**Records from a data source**
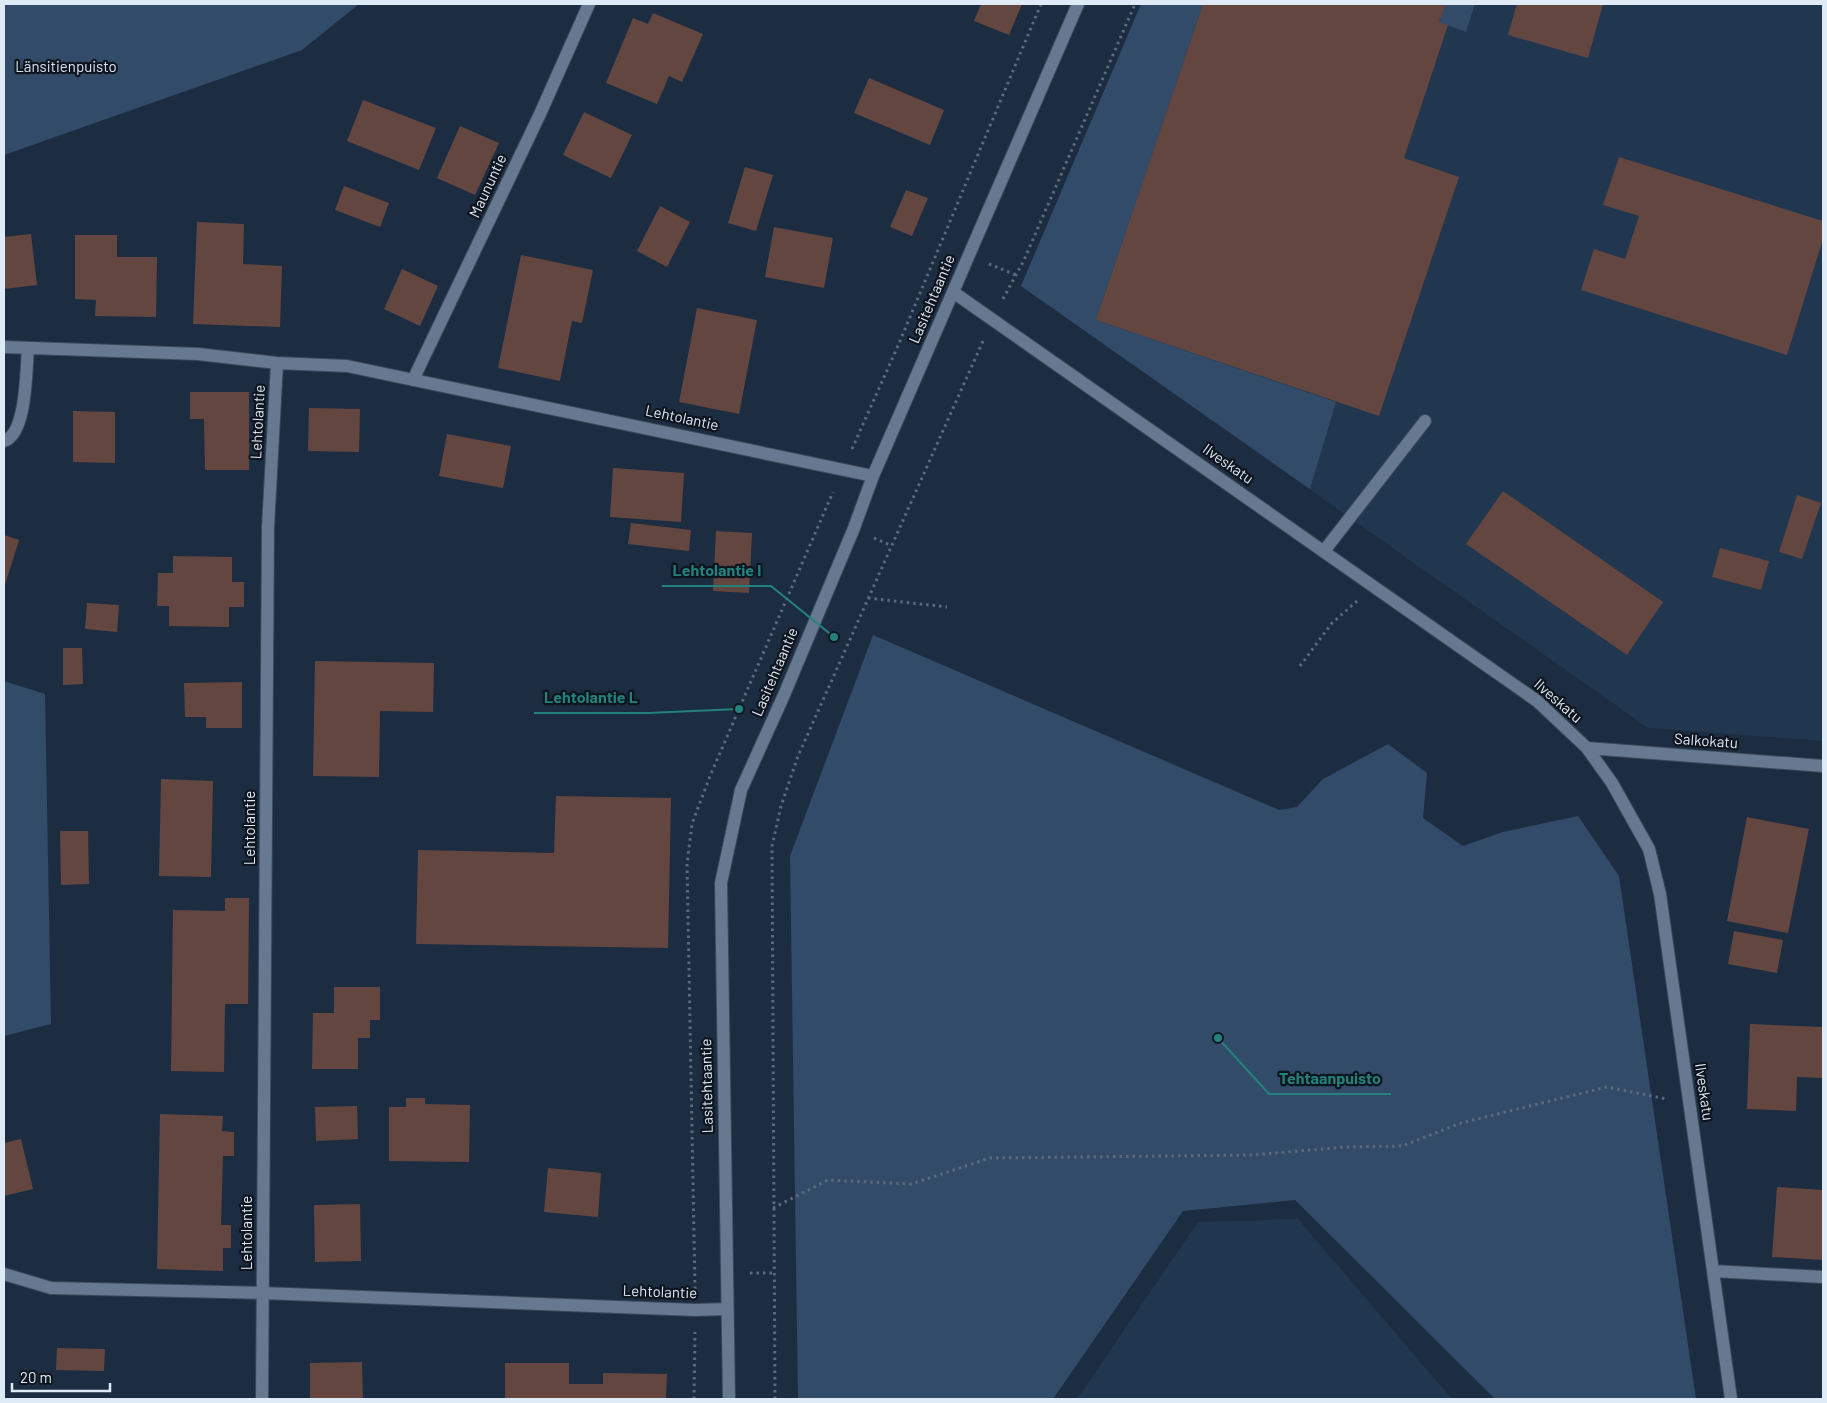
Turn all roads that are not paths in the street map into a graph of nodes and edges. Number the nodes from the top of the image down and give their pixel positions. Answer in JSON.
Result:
{"nodes":[{"id":1,"x":588,"y":4,"type":"edge"},
{"id":2,"x":1078,"y":4,"type":"edge"},
{"id":3,"x":953,"y":292,"type":"junction"},
{"id":4,"x":4,"y":347,"type":"edge"},
{"id":5,"x":28,"y":348,"type":"junction"},
{"id":6,"x":277,"y":363,"type":"junction"},
{"id":7,"x":413,"y":380,"type":"junction"},
{"id":8,"x":1425,"y":421,"type":"dead end"},
{"id":9,"x":4,"y":441,"type":"edge"},
{"id":10,"x":872,"y":476,"type":"junction"},
{"id":11,"x":1324,"y":551,"type":"junction"},
{"id":12,"x":1587,"y":748,"type":"junction"},
{"id":13,"x":1823,"y":766,"type":"edge"},
{"id":14,"x":1713,"y":1271,"type":"junction"},
{"id":15,"x":4,"y":1274,"type":"edge"},
{"id":16,"x":1823,"y":1277,"type":"edge"},
{"id":17,"x":263,"y":1293,"type":"junction"},
{"id":18,"x":726,"y":1309,"type":"junction"},
{"id":19,"x":262,"y":1399,"type":"edge"},
{"id":20,"x":729,"y":1399,"type":"edge"},
{"id":21,"x":1731,"y":1399,"type":"edge"}],
"edges":[{"from":1,"to":7,"type":"street","name":"Maununtie"},
{"from":2,"to":3,"type":"street","name":"Lasitehtaantie"},
{"from":3,"to":10,"type":"street","name":"Lasitehtaantie"},
{"from":3,"to":11,"type":"street","name":"Ilveskatu"},
{"from":4,"to":5,"type":"street","name":"Lehtolantie"},
{"from":5,"to":6,"type":"street","name":"Lehtolantie"},
{"from":5,"to":9,"type":"street"},
{"from":6,"to":7,"type":"street","name":"Lehtolantie"},
{"from":6,"to":17,"type":"street","name":"Lehtolantie"},
{"from":7,"to":10,"type":"street","name":"Lehtolantie"},
{"from":8,"to":11,"type":"street"},
{"from":10,"to":18,"type":"street","name":"Lasitehtaantie"},
{"from":11,"to":12,"type":"street","name":"Ilveskatu"},
{"from":12,"to":13,"type":"street","name":"Salkokatu"},
{"from":12,"to":14,"type":"street","name":"Ilveskatu"},
{"from":14,"to":16,"type":"street"},
{"from":14,"to":21,"type":"street","name":"Ilveskatu"},
{"from":15,"to":17,"type":"street","name":"Lehtolantie"},
{"from":17,"to":18,"type":"street","name":"Lehtolantie"},
{"from":17,"to":19,"type":"street","name":"Lehtolantie"},
{"from":18,"to":20,"type":"street","name":"Lasitehtaantie"}]}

**Instructions for the task**
Across the entries above, how many lines include "Ilveskatu"? State only that number.

**Final answer**
4